*** Opening of EXTRACTED MATERIAL ***

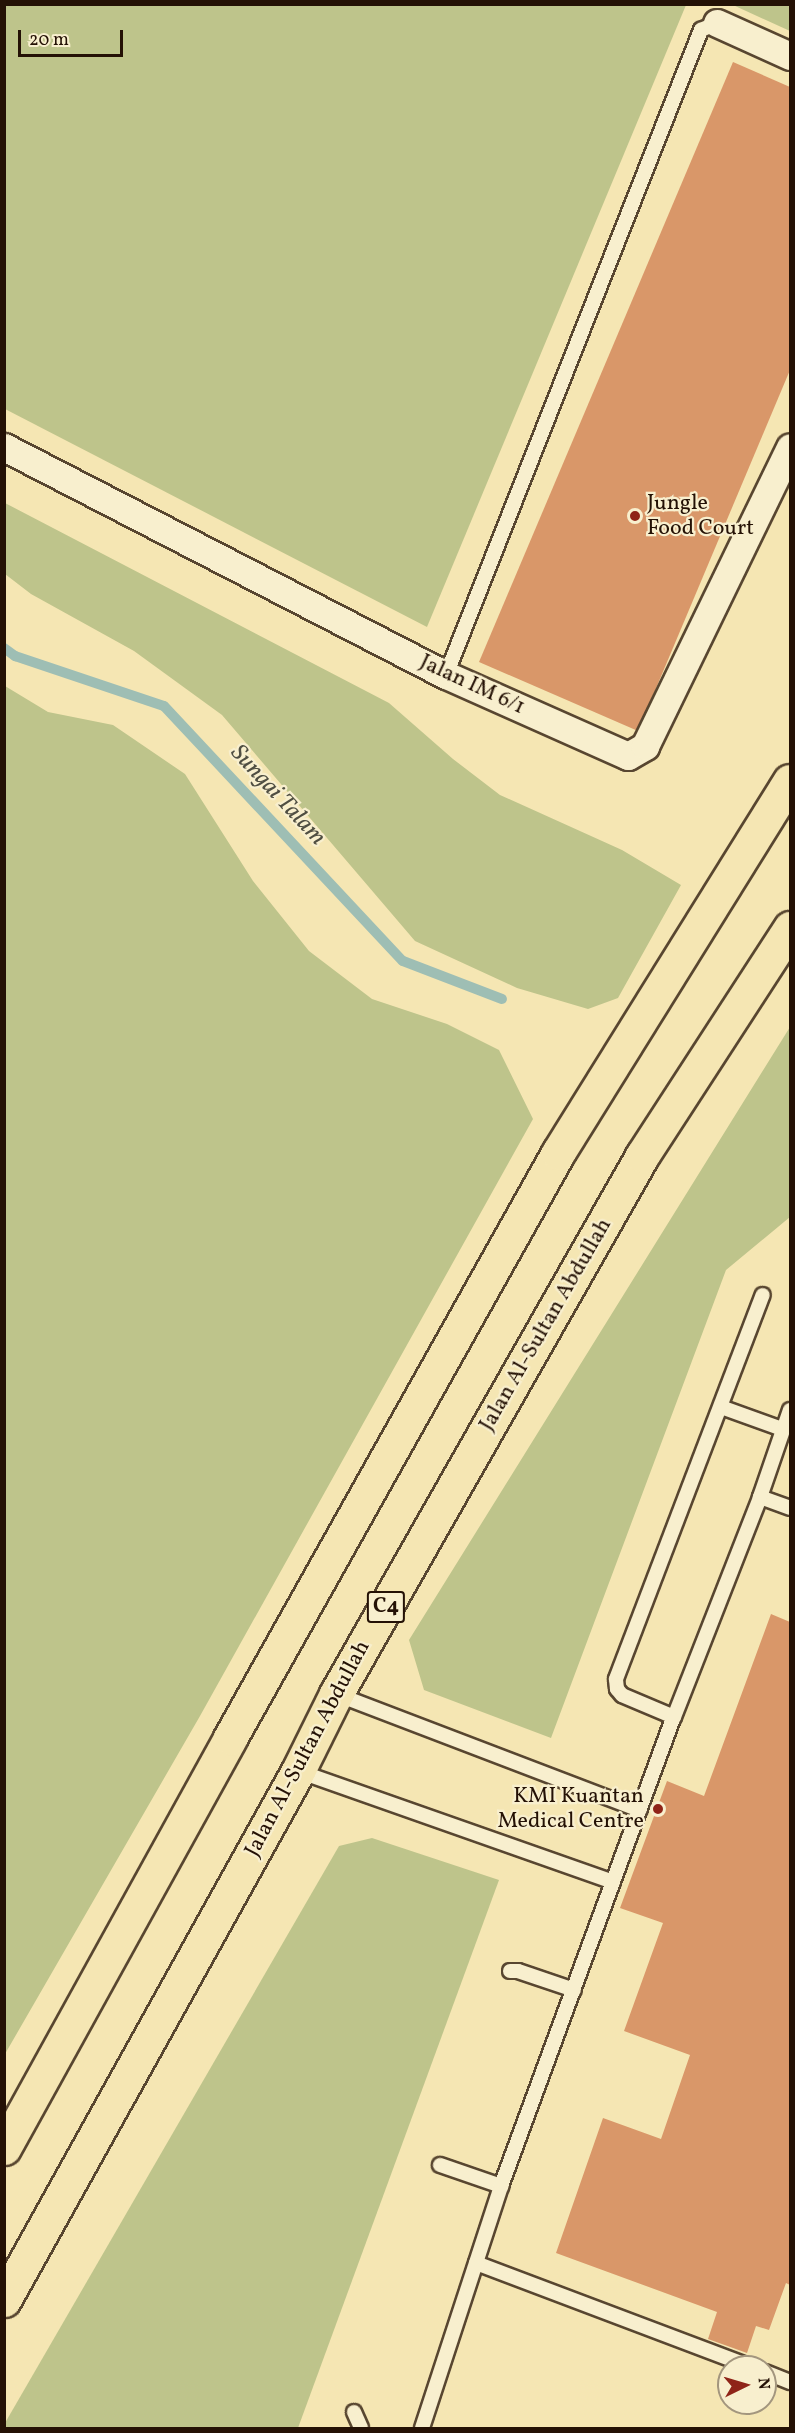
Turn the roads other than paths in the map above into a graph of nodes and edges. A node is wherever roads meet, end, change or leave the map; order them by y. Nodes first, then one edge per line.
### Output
1 (717, 23) joint
2 (790, 56) edge
3 (4, 447) edge
4 (790, 447) edge
5 (446, 675) junction
6 (790, 781) edge
7 (790, 928) edge
8 (763, 1295) dead end
9 (721, 1407) junction
10 (790, 1410) edge
11 (782, 1429) junction
12 (760, 1497) junction
13 (790, 1508) edge
14 (336, 1694) junction
15 (674, 1717) junction
16 (298, 1771) junction
17 (640, 1810) junction
18 (613, 1882) junction
19 (510, 1971) dead end
20 (574, 1990) junction
21 (4, 2148) edge
22 (440, 2165) dead end
23 (501, 2186) junction
24 (476, 2263) junction
25 (4, 2300) edge
26 (720, 2355) edge
27 (354, 2412) dead end
28 (361, 2428) edge
29 (422, 2428) edge

1 - 2 street
1 - 5 lane
3 - 5 street, Jalan IM 6/1
4 - 5 street, Jalan IM 6/1
6 - 21 main road
7 - 14 main road, Jalan Al-Sultan Abdullah / C4
8 - 9 lane
9 - 11 lane
9 - 15 lane
10 - 11 lane
11 - 12 lane
12 - 13 lane
12 - 15 lane
14 - 16 main road, Jalan Al-Sultan Abdullah / C4
14 - 17 lane
15 - 17 lane
16 - 18 lane
16 - 25 main road, Jalan Al-Sultan Abdullah / C4
17 - 18 lane
18 - 20 lane
19 - 20 lane
20 - 23 lane
22 - 23 lane
23 - 24 lane
24 - 26 lane
24 - 29 lane
27 - 28 lane

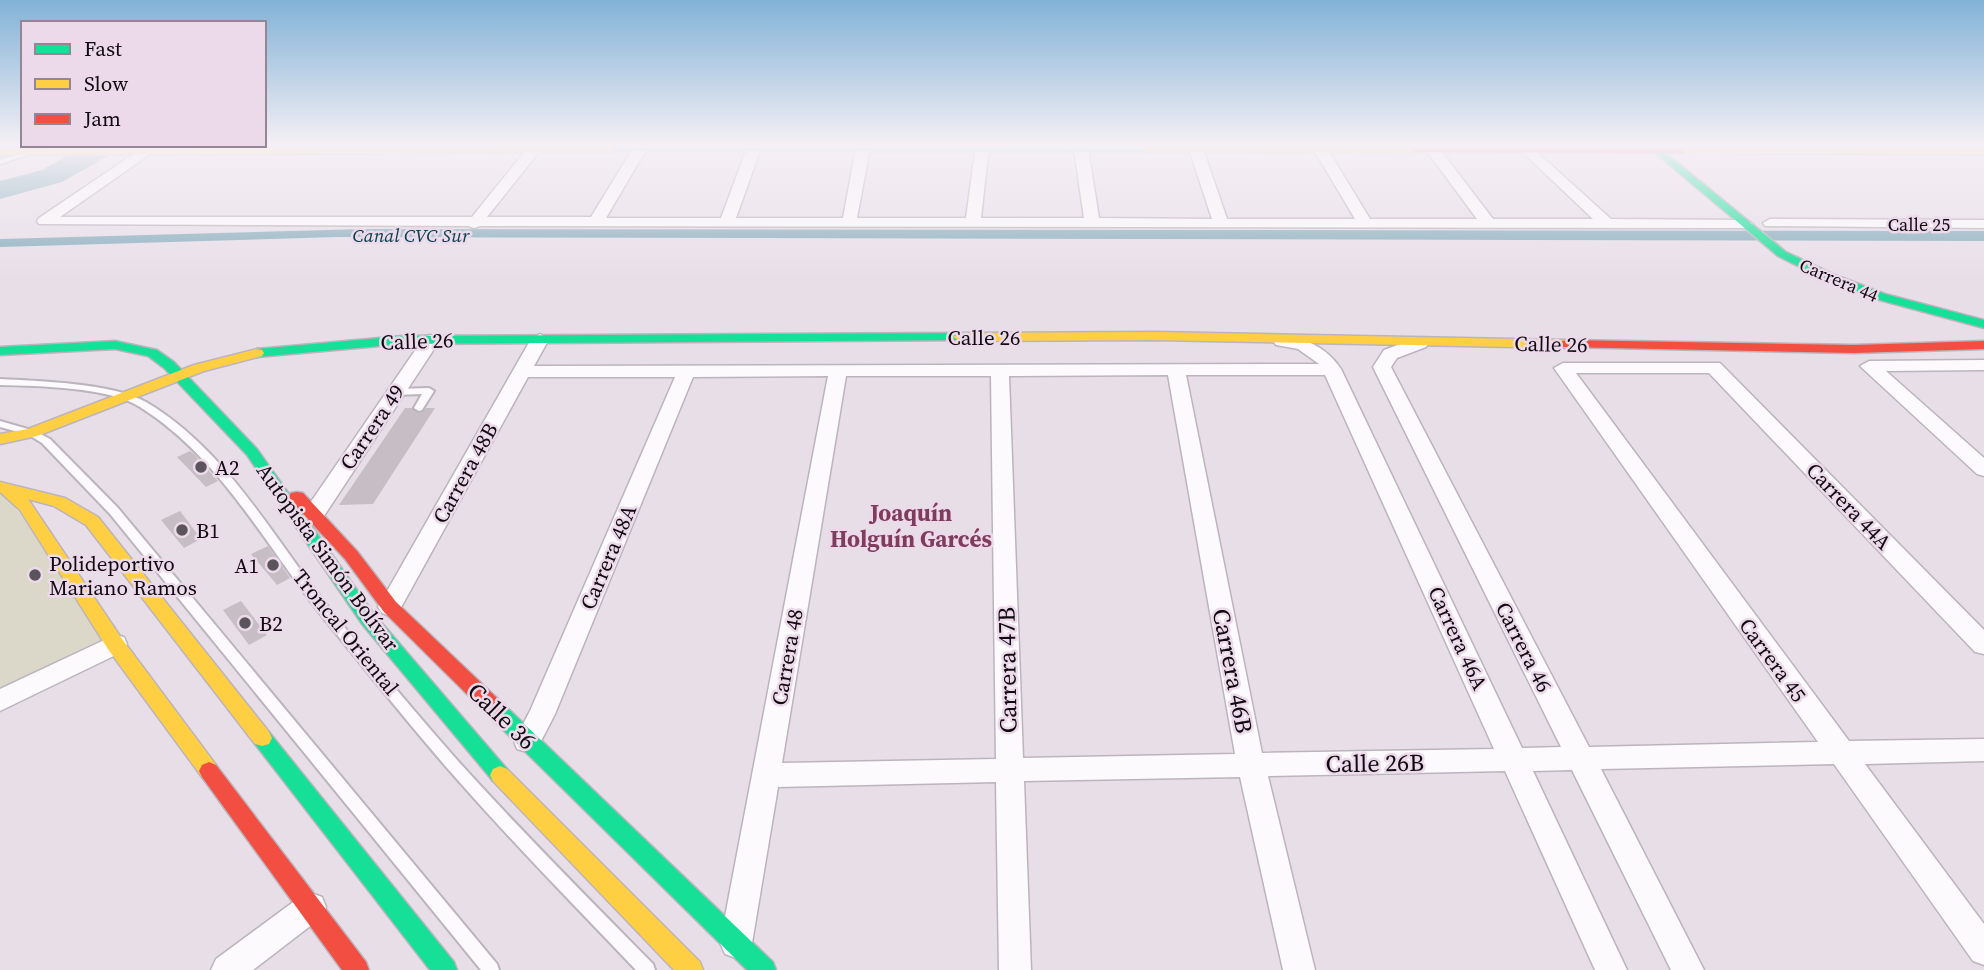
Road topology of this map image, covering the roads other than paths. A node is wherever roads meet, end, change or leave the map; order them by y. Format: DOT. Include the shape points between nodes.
graph roads {
  1 [pos="87,190"];
  2 [pos="501,190"];
  3 [pos="615,190"];
  4 [pos="738,190"];
  5 [pos="853,190"];
  6 [pos="977,190"];
  7 [pos="1088,190"];
  8 [pos="1210,190"];
  9 [pos="1345,190"];
  10 [pos="1463,190"];
  11 [pos="1571,190"];
  12 [pos="1710,190"];
  13 [pos="1724,190"];
  14 [pos="474,223"];
  15 [pos="595,223"];
  16 [pos="726,223"];
  17 [pos="849,223"];
  18 [pos="973,223"];
  19 [pos="1092,223"];
  20 [pos="1221,223"];
  21 [pos="1365,223"];
  22 [pos="1488,223"];
  23 [pos="1606,223"];
  24 [pos="1984,224"];
  25 [pos="1748,226"];
  26 [pos="1773,226"];
  27 [pos="1939,315"];
  28 [pos="1984,324"];
  29 [pos="540,339"];
  30 [pos="431,340"];
  31 [pos="1273,340"];
  32 [pos="1420,343"];
  33 [pos="1984,345"];
  34 [pos="0,351"];
  35 [pos="160,358"];
  36 [pos="1984,365"];
  37 [pos="1714,367"];
  38 [pos="1563,368"];
  39 [pos="1176,369"];
  40 [pos="1332,369"];
  41 [pos="1000,370"];
  42 [pos="838,371"];
  43 [pos="522,372"];
  44 [pos="686,372"];
  45 [pos="179,376"];
  46 [pos="0,382"];
  47 [pos="396,392"];
  48 [pos="127,398"];
  49 [pos="419,408"];
  50 [pos="0,424"];
  51 [pos="32,433"];
  52 [pos="0,439"];
  53 [pos="252,452"];
  54 [pos="1984,469"];
  55 [pos="3,488"];
  56 [pos="314,514"];
  57 [pos="390,607"];
  58 [pos="116,644"];
  59 [pos="1984,645"];
  60 [pos="0,701"];
  61 [pos="527,741"];
  62 [pos="1984,750"];
  63 [pos="1840,753"];
  64 [pos="1581,758"];
  65 [pos="1515,760"];
  66 [pos="1251,765"];
  67 [pos="1010,770"];
  68 [pos="766,775"];
  69 [pos="311,907"];
  70 [pos="736,943"];
  71 [pos="1984,950"];
  72 [pos="226,970"];
  73 [pos="357,970"];
  74 [pos="445,970"];
  75 [pos="491,970"];
  76 [pos="647,970"];
  77 [pos="691,970"];
  78 [pos="764,970"];
  79 [pos="1015,970"];
  80 [pos="1299,970"];
  81 [pos="1611,970"];
  82 [pos="1688,970"];
  1 -- 14 [label="street" via="44,221"];
  2 -- 14 [label="street"];
  3 -- 15 [label="street"];
  4 -- 16 [label="street"];
  5 -- 17 [label="street"];
  6 -- 18 [label="street"];
  7 -- 19 [label="street"];
  8 -- 20 [label="street"];
  9 -- 21 [label="street"];
  10 -- 22 [label="street"];
  11 -- 23 [label="street"];
  12 -- 25 [label="main road, Carrera 44"];
  13 -- 26 [label="main road, Carrera 44"];
  14 -- 15 [label="street"];
  15 -- 16 [label="street"];
  16 -- 17 [label="street"];
  17 -- 18 [label="street"];
  18 -- 19 [label="street"];
  19 -- 20 [label="street"];
  20 -- 21 [label="street"];
  21 -- 22 [label="street"];
  22 -- 23 [label="street"];
  23 -- 25 [label="street"];
  24 -- 26 [label="street, Calle 25"];
  25 -- 27 [label="main road, Carrera 44" via="1782,254 1832,280"];
  26 -- 27 [label="main road, Carrera 44" via="1862,284"];
  27 -- 28 [label="main road, Carrera 44"];
  29 -- 30 [label="main road, Calle 26"];
  29 -- 31 [label="main road, Calle 26" via="1155,336"];
  29 -- 43 [label="street, Carrera 48B"];
  30 -- 45 [label="main road, Calle 26" via="247,354"];
  30 -- 47 [label="street, Carrera 49"];
  31 -- 32 [label="main road, Calle 26"];
  31 -- 40 [label="street, Carrera 46A" via="1311,348"];
  32 -- 33 [label="main road, Calle 26" via="1854,349"];
  32 -- 64 [label="street, Carrera 46" via="1391,355 1382,367"];
  34 -- 35 [label="main road, Autopista Simón Bolívar" via="115,345"];
  35 -- 45 [label="main road, Autopista Simón Bolívar"];
  35 -- 48 [label="main road" via="150,377"];
  36 -- 54 [label="street" via="1869,366"];
  37 -- 38 [label="street, Calle 26"];
  37 -- 59 [label="street, Carrera 44A"];
  38 -- 63 [label="street, Carrera 45"];
  39 -- 40 [label="street, Calle 26"];
  39 -- 41 [label="street, Calle 26"];
  39 -- 66 [label="street, Carrera 46B"];
  40 -- 65 [label="street, Carrera 46A"];
  41 -- 42 [label="street, Calle 26"];
  41 -- 67 [label="street, Carrera 47B"];
  42 -- 44 [label="street, Calle 26"];
  42 -- 68 [label="street, Carrera 48"];
  43 -- 44 [label="street, Calle 26"];
  43 -- 57 [label="street, Carrera 48B"];
  44 -- 61 [label="street, Carrera 48A"];
  45 -- 48 [label="main road, Calle 26"];
  45 -- 53 [label="main road, Autopista Simón Bolívar"];
  46 -- 48 [label="lane, Troncal Oriental"];
  47 -- 49 [label="lane" via="429,391"];
  47 -- 56 [label="street, Carrera 49"];
  48 -- 51 [label="main road, Calle 26"];
  48 -- 76 [label="lane, Troncal Oriental" via="140,402 188,438 228,477 324,610 471,785"];
  50 -- 51 [label="lane"];
  51 -- 52 [label="main road, Calle 26"];
  51 -- 75 [label="lane" via="46,441 114,511"];
  53 -- 56 [label="main road, Calle 36"];
  53 -- 77 [label="main road, Autopista Simón Bolívar" via="368,619 475,747"];
  55 -- 58 [label="main road" via="26,506"];
  55 -- 74 [label="main road" via="59,502 92,522"];
  56 -- 57 [label="main road, Calle 36"];
  57 -- 61 [label="main road, Calle 36"];
  58 -- 60 [label="street"];
  58 -- 69 [label="main road"];
  61 -- 70 [label="main road, Calle 36"];
  62 -- 63 [label="street, Calle 26B"];
  63 -- 64 [label="street, Calle 26B"];
  63 -- 71 [label="street, Carrera 45"];
  64 -- 65 [label="street, Calle 26B"];
  64 -- 82 [label="street, Carrera 46"];
  65 -- 66 [label="street, Calle 26B"];
  65 -- 81 [label="street, Carrera 46A"];
  66 -- 67 [label="street, Calle 26B"];
  66 -- 80 [label="street, Carrera 46B"];
  67 -- 68 [label="street, Calle 26B"];
  67 -- 79 [label="street, Carrera 47B"];
  68 -- 70 [label="street, Carrera 48"];
  69 -- 72 [label="street"];
  69 -- 73 [label="main road"];
  70 -- 78 [label="main road, Calle 36"];
}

*** Close of EXTRACTED MATERIAL ***

> [INSTRUCTIONS FOR THE TASK]: Copy the lines that hold the word "Abdullah". Take them from the records above.

> [EXPECTED ANSWER]:
7 - 14 main road, Jalan Al-Sultan Abdullah / C4
14 - 16 main road, Jalan Al-Sultan Abdullah / C4
16 - 25 main road, Jalan Al-Sultan Abdullah / C4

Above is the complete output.